Even though during the last decade we have intensively discussed about AML (Anti-Money Laundering) and KYC (Know Your Customer) compliance, the profession itself is still relatively new. Probably most of the professionals working in this field today do not have any real recession or economical slow down experience while working in compliance departments. The experience and the internal literatures of the organizations concerning money laundering are generally limited to covering the periods of economic boom.

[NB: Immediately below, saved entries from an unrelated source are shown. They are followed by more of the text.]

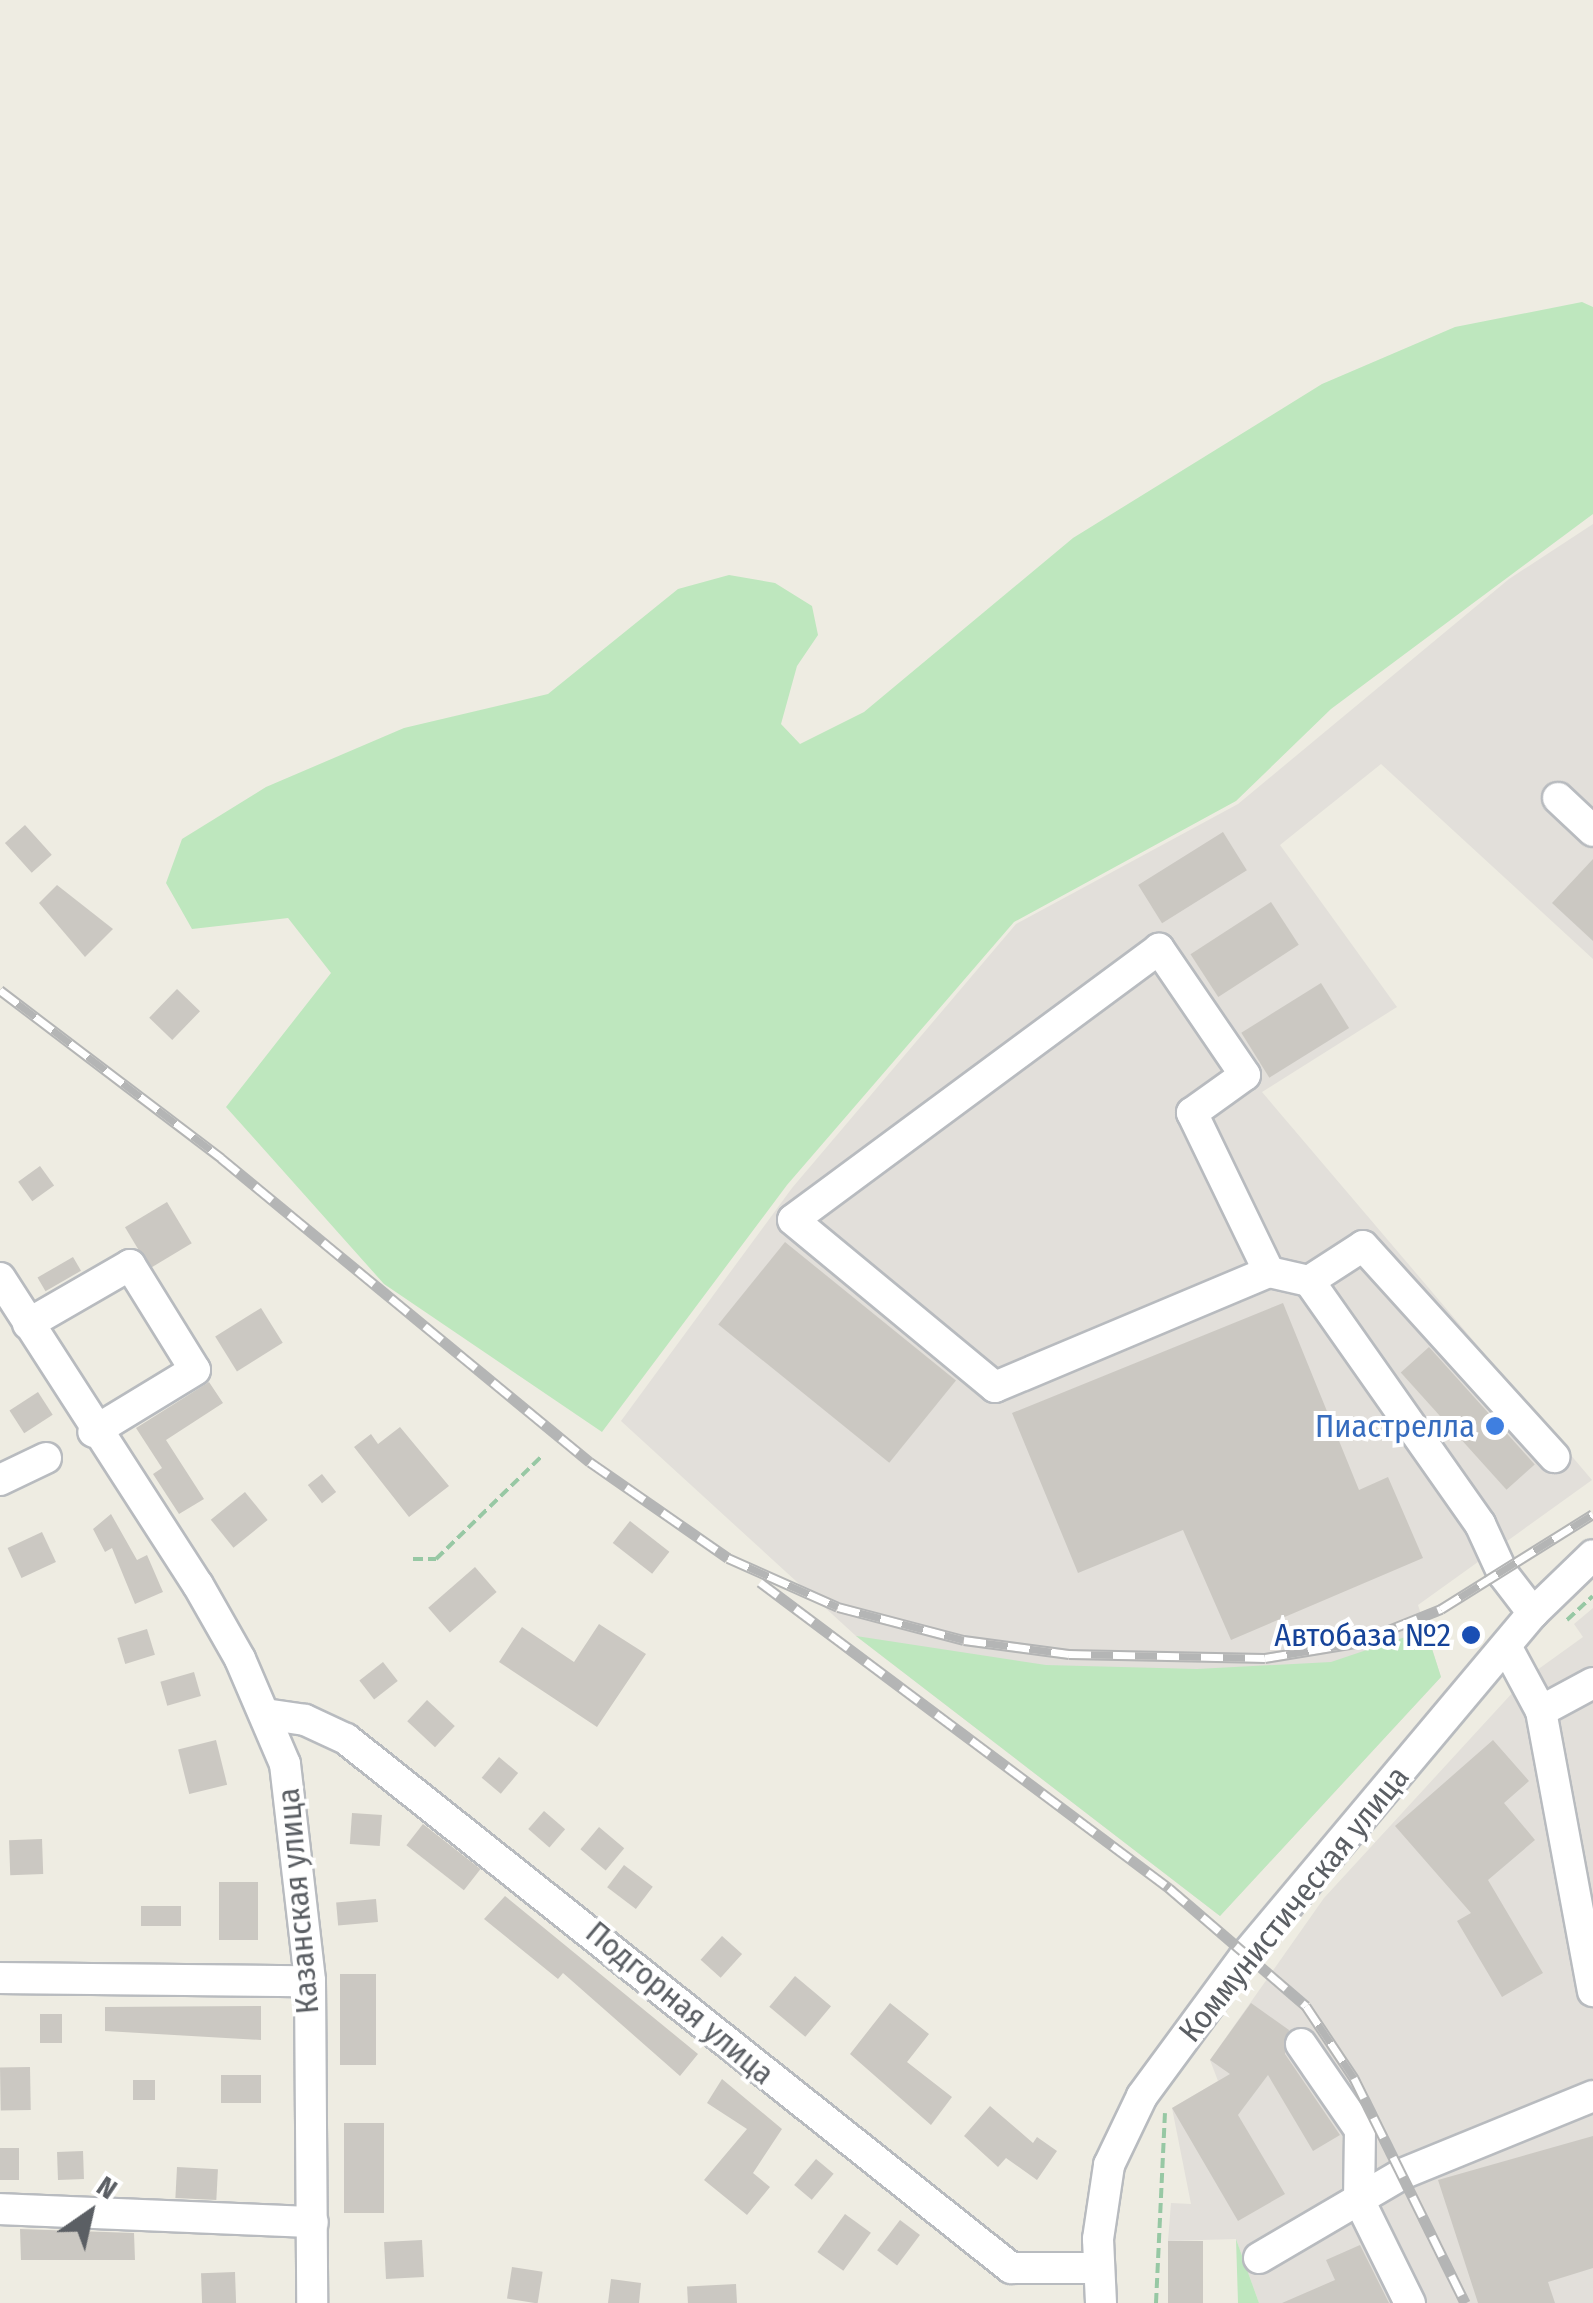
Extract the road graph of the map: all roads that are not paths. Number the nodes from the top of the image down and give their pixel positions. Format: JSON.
{"nodes":[{"id":1,"x":1558,"y":798,"type":"dead end"},
{"id":2,"x":1593,"y":830,"type":"edge"},
{"id":3,"x":1269,"y":1272,"type":"junction"},
{"id":4,"x":0,"y":1278,"type":"edge"},
{"id":5,"x":1309,"y":1281,"type":"junction"},
{"id":6,"x":28,"y":1324,"type":"junction"},
{"id":7,"x":94,"y":1432,"type":"junction"},
{"id":8,"x":1554,"y":1457,"type":"dead end"},
{"id":9,"x":46,"y":1458,"type":"dead end"},
{"id":10,"x":0,"y":1480,"type":"edge"},
{"id":11,"x":1593,"y":1555,"type":"edge"},
{"id":12,"x":1544,"y":1622,"type":"junction"},
{"id":13,"x":1506,"y":1646,"type":"junction"},
{"id":14,"x":1593,"y":1683,"type":"edge"},
{"id":15,"x":1542,"y":1711,"type":"junction"},
{"id":16,"x":265,"y":1714,"type":"junction"},
{"id":17,"x":0,"y":1978,"type":"edge"},
{"id":18,"x":310,"y":1981,"type":"junction"},
{"id":19,"x":1593,"y":1991,"type":"edge"},
{"id":20,"x":1301,"y":2044,"type":"dead end"},
{"id":21,"x":1593,"y":2096,"type":"edge"},
{"id":22,"x":1359,"y":2200,"type":"junction"},
{"id":23,"x":0,"y":2208,"type":"edge"},
{"id":24,"x":313,"y":2222,"type":"junction"},
{"id":25,"x":1258,"y":2258,"type":"dead end"},
{"id":26,"x":1098,"y":2268,"type":"junction"},
{"id":27,"x":312,"y":2303,"type":"edge"},
{"id":28,"x":1101,"y":2303,"type":"edge"},
{"id":29,"x":1410,"y":2303,"type":"edge"}],
"edges":[{"from":1,"to":2,"type":"street"},
{"from":3,"to":3,"type":"street"},
{"from":3,"to":5,"type":"street"},
{"from":4,"to":6,"type":"street","name":"Казанская улица"},
{"from":5,"to":8,"type":"street"},
{"from":5,"to":12,"type":"street"},
{"from":6,"to":7,"type":"street","name":"Казанская улица"},
{"from":6,"to":7,"type":"street"},
{"from":7,"to":16,"type":"street","name":"Казанская улица"},
{"from":9,"to":10,"type":"street"},
{"from":11,"to":12,"type":"street","name":"Коммунистическая улица"},
{"from":12,"to":13,"type":"street","name":"Коммунистическая улица"},
{"from":13,"to":15,"type":"street"},
{"from":13,"to":26,"type":"street","name":"Коммунистическая улица"},
{"from":14,"to":15,"type":"street"},
{"from":15,"to":19,"type":"street"},
{"from":16,"to":18,"type":"street","name":"Казанская улица"},
{"from":16,"to":26,"type":"street","name":"Подгорная улица"},
{"from":17,"to":18,"type":"street"},
{"from":18,"to":24,"type":"street","name":"Казанская улица"},
{"from":20,"to":22,"type":"street"},
{"from":21,"to":22,"type":"street"},
{"from":22,"to":25,"type":"street"},
{"from":22,"to":29,"type":"street"},
{"from":23,"to":24,"type":"street"},
{"from":24,"to":27,"type":"street","name":"Казанская улица"},
{"from":26,"to":28,"type":"street","name":"Коммунистическая улица"}]}
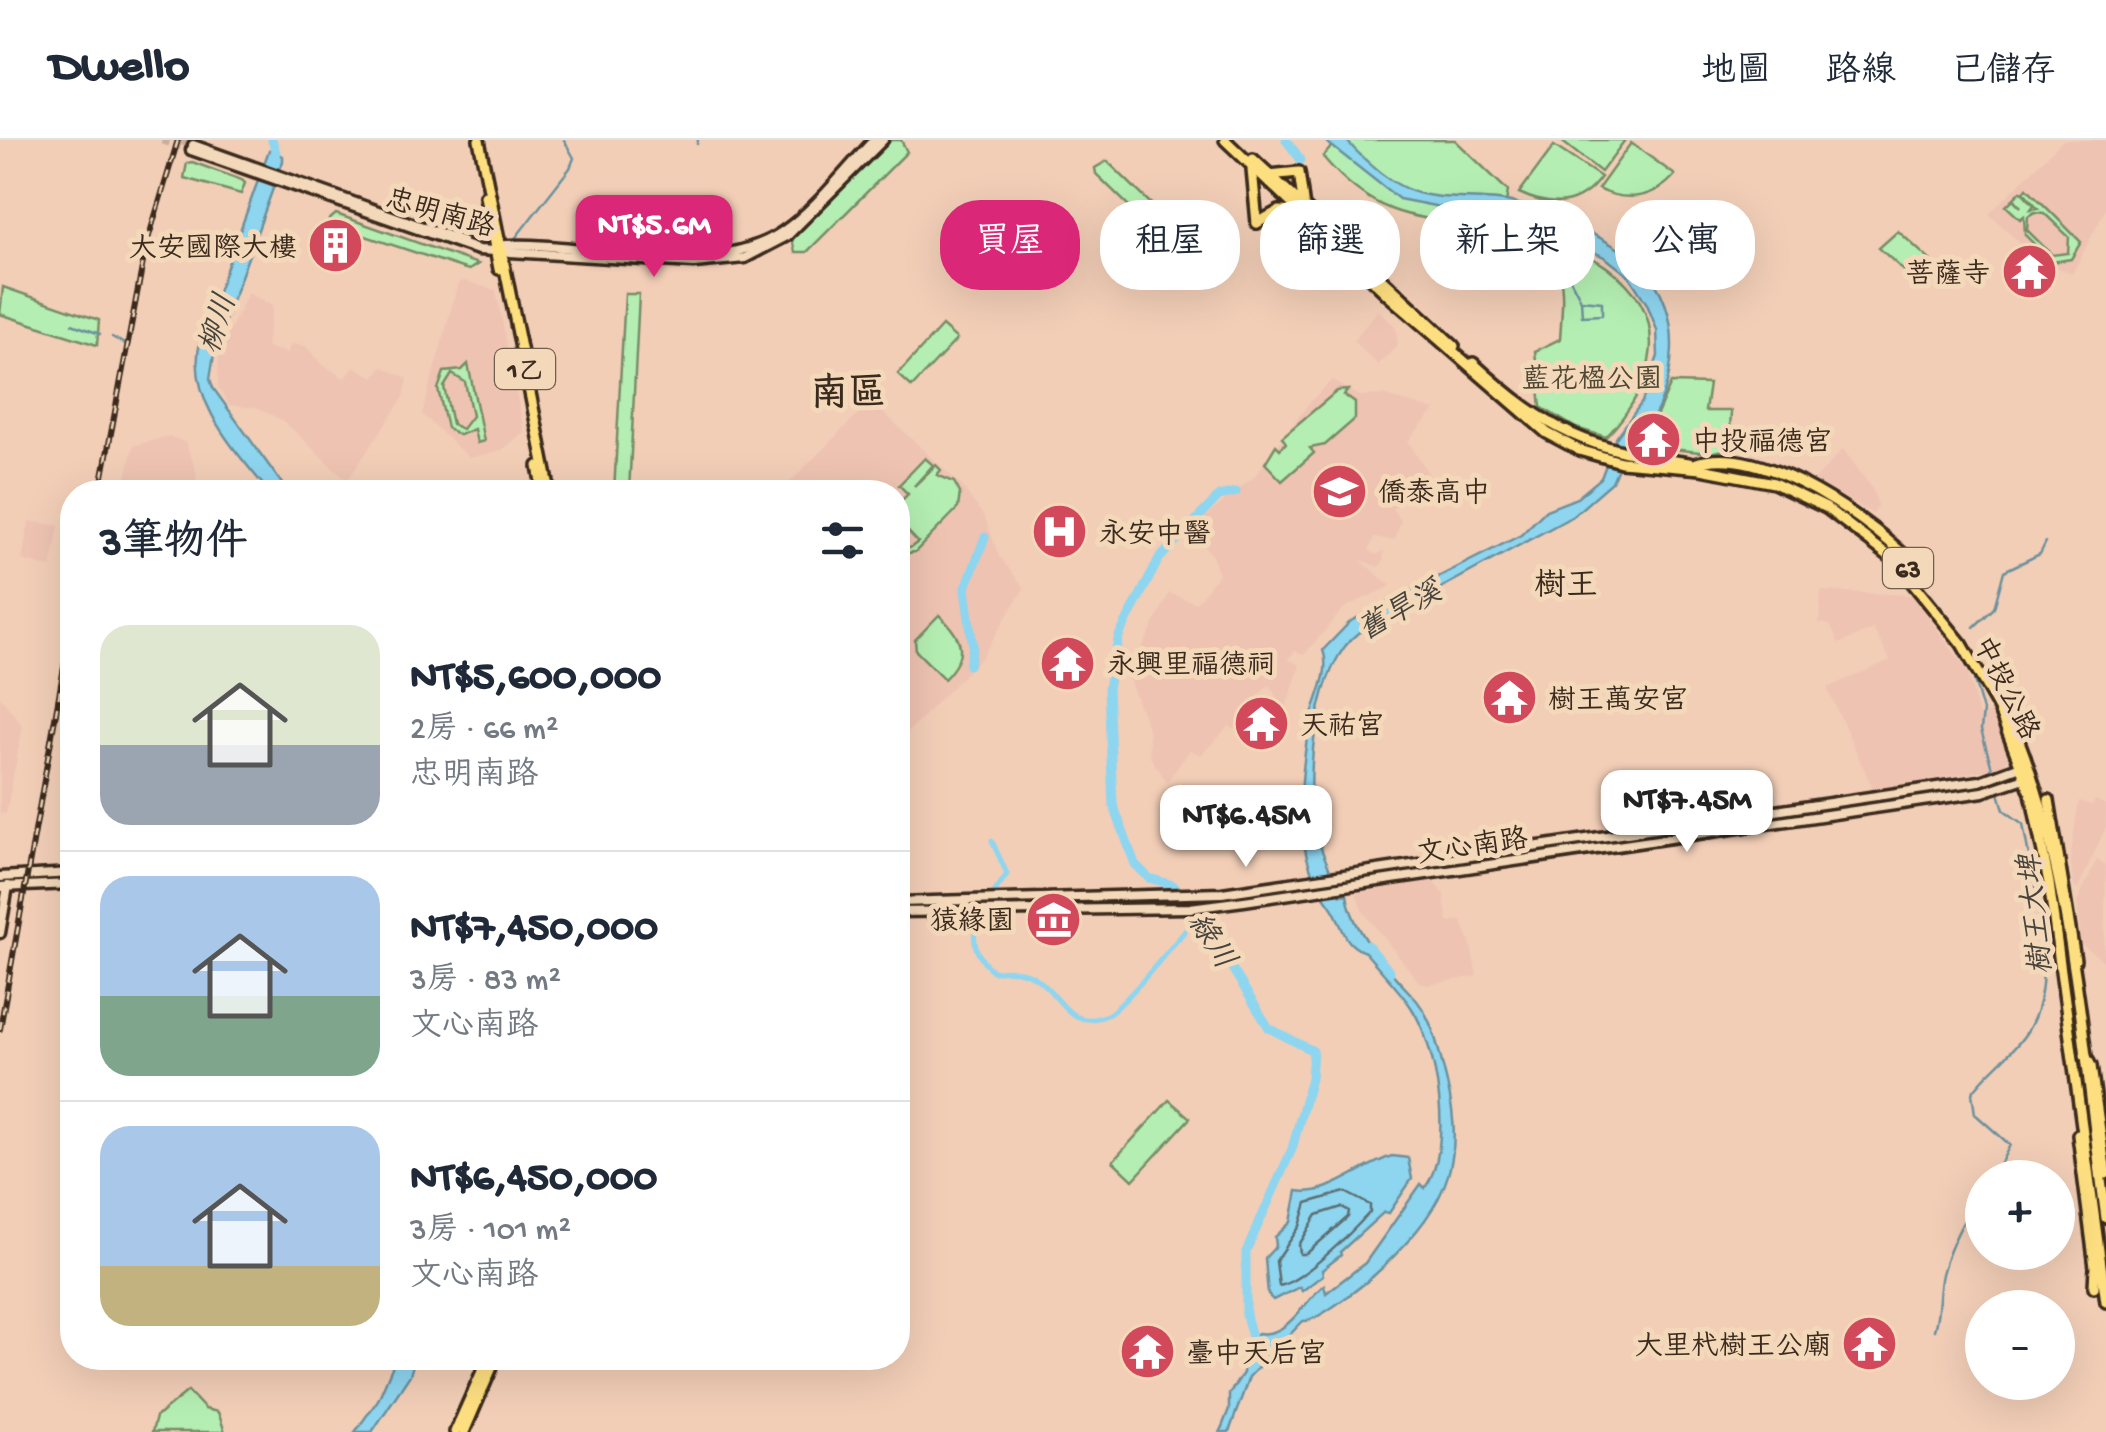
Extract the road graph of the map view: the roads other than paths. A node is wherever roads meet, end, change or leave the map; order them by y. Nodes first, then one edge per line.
1 (476, 140) edge
2 (874, 140) edge
3 (883, 140) edge
4 (1225, 140) edge
5 (1233, 140) edge
6 (192, 148) dead end
7 (1251, 166) junction
8 (1269, 175) junction
9 (1290, 200) edge
10 (1292, 200) edge
11 (1300, 200) edge
12 (1260, 222) edge
13 (498, 249) junction
14 (1388, 290) edge
15 (1491, 384) junction
16 (1694, 464) junction
17 (1660, 467) junction
18 (544, 480) edge
19 (1920, 571) dead end
20 (1906, 582) dead end
21 (2018, 767) dead end
22 (2022, 778) dead end
23 (2049, 800) dead end
24 (2030, 811) dead end
25 (60, 875) edge
26 (3, 884) edge
27 (60, 884) edge
28 (910, 902) edge
29 (910, 912) edge
30 (0, 933) edge
31 (2069, 994) junction
32 (2080, 1023) junction
33 (2067, 1024) junction
34 (2082, 1050) junction
35 (2072, 1067) junction
36 (2087, 1116) junction
37 (2106, 1174) edge
38 (2106, 1218) edge
39 (2094, 1287) dead end
40 (2106, 1302) edge
41 (483, 1370) edge
42 (491, 1370) edge
43 (455, 1432) edge
44 (464, 1432) edge

1 - 13 main road, 1乙
2 - 13 main road, 忠明南路
3 - 13 main road, 忠明南路
4 - 7 main road, 63
5 - 8 main road, 63
6 - 13 main road, 忠明南路
7 - 9 main road, 63
7 - 12 main road
8 - 10 main road, 63
8 - 11 main road
13 - 18 main road, 1乙
14 - 15 main road, 63
15 - 16 main road, 中投公路 / 63
15 - 17 main road, 中投公路 / 63
16 - 19 main road
16 - 31 main road, 中投公路 / 63
17 - 20 main road
17 - 31 main road, 中投公路 / 63
21 - 28 main road, 文心南路
22 - 29 main road, 文心南路
23 - 32 main road
24 - 33 main road
25 - 26 main road
26 - 27 main road
26 - 30 main road
31 - 32 main road, 中投公路 / 63
31 - 33 main road, 中投公路 / 63
32 - 34 main road, 中投公路 / 63
33 - 35 main road, 中投公路 / 63
34 - 36 main road, 中投公路 / 63
34 - 37 main road
35 - 36 main road, 中投公路 / 63
35 - 39 main road
36 - 38 main road, 中投公路 / 63
36 - 40 main road, 中投公路 / 63
41 - 43 main road
42 - 44 main road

The latest case of fraud, marked by a criminal action opened by the NBR at DIICOT in February 2020, is a product of social engineering and data theft. If 3-4 years ago this type of fraud was the responsibility of the prosecutors of the Romanian state, who tried to identify only the persons involved in the fraud, now, banks are also being held accountable. This is why, currently, the NBR is putting pressure on the financial institutions in the country and rightfully asking Romanian banks to carefully and thoroughly apply KYC measures. This is a milestone in AML and KYC compliance for the banking sector.
How does fraud usually happen? By means of social media, hackers or information manipulators obtain critical information about the companies. They simply learn the name and the email address of the local staff working in the finance department. Using the conclusions of the obedience test conducted in the 1960s by Milgram, perpetrators reach out to these people and firmly instruct them to transfer a sizeable amount of money to a third party. The instruction also imposes a threat to the employee as well. The employee urgently makes the payment. Only hours or days (and in some cases, even weeks) later, s/he notices that it was an illegitimate order and the amount of money was defrauded by a con artist.
In the meantime, at the bank’s end, a person or a company opens an account. To keep the account under the radar, some transactions are performed for some time and the account’s activity seems to be normal but, in fact, it is waiting for the sizeable amount to reach it. When this happens, with the means of the above defraud, the money is directly transferred to another account in a third bank outside of the EU. Due to well known reasons (lack of international agreements on financial crime, data privacy, banking secrecy and a lack of cooperation between banks) unfortunately, this last transfer is generally enough to lose track of the funds transferred. Essentially, the money perishes in the dark alleys of the crime. This is a typical monetary fraud.
What is the connection with compliance? Why did the NBR consider to show its index fingers to the banks? The answer is hidden in the AML legislation, namely Law 129/2019. KYC is no longer a tacit reporting area for the banks, but a key responsibility that can safeguard financial institutions from fraudulent activities. Therefore, the blame is no longer only with the fraudsters, the crime networks or international organized crime groups, but also with the banks.
We know that even the midsize banks have hundreds of thousands of clients in Romania. Everyday, thousands of accounts are opened and millions of transactions are performed mostly online or via ATMs. It is therefore a great challenge for the banks to identify the suspicious transactions performed through the accounts used by the criminal groups.
During the COVID-19 days and afterwards, increasing fraud cases are likely to occur. Are Romanian banks ready to handle massive fraud attempts and stay compliant with the new AML and counterterrorism laws?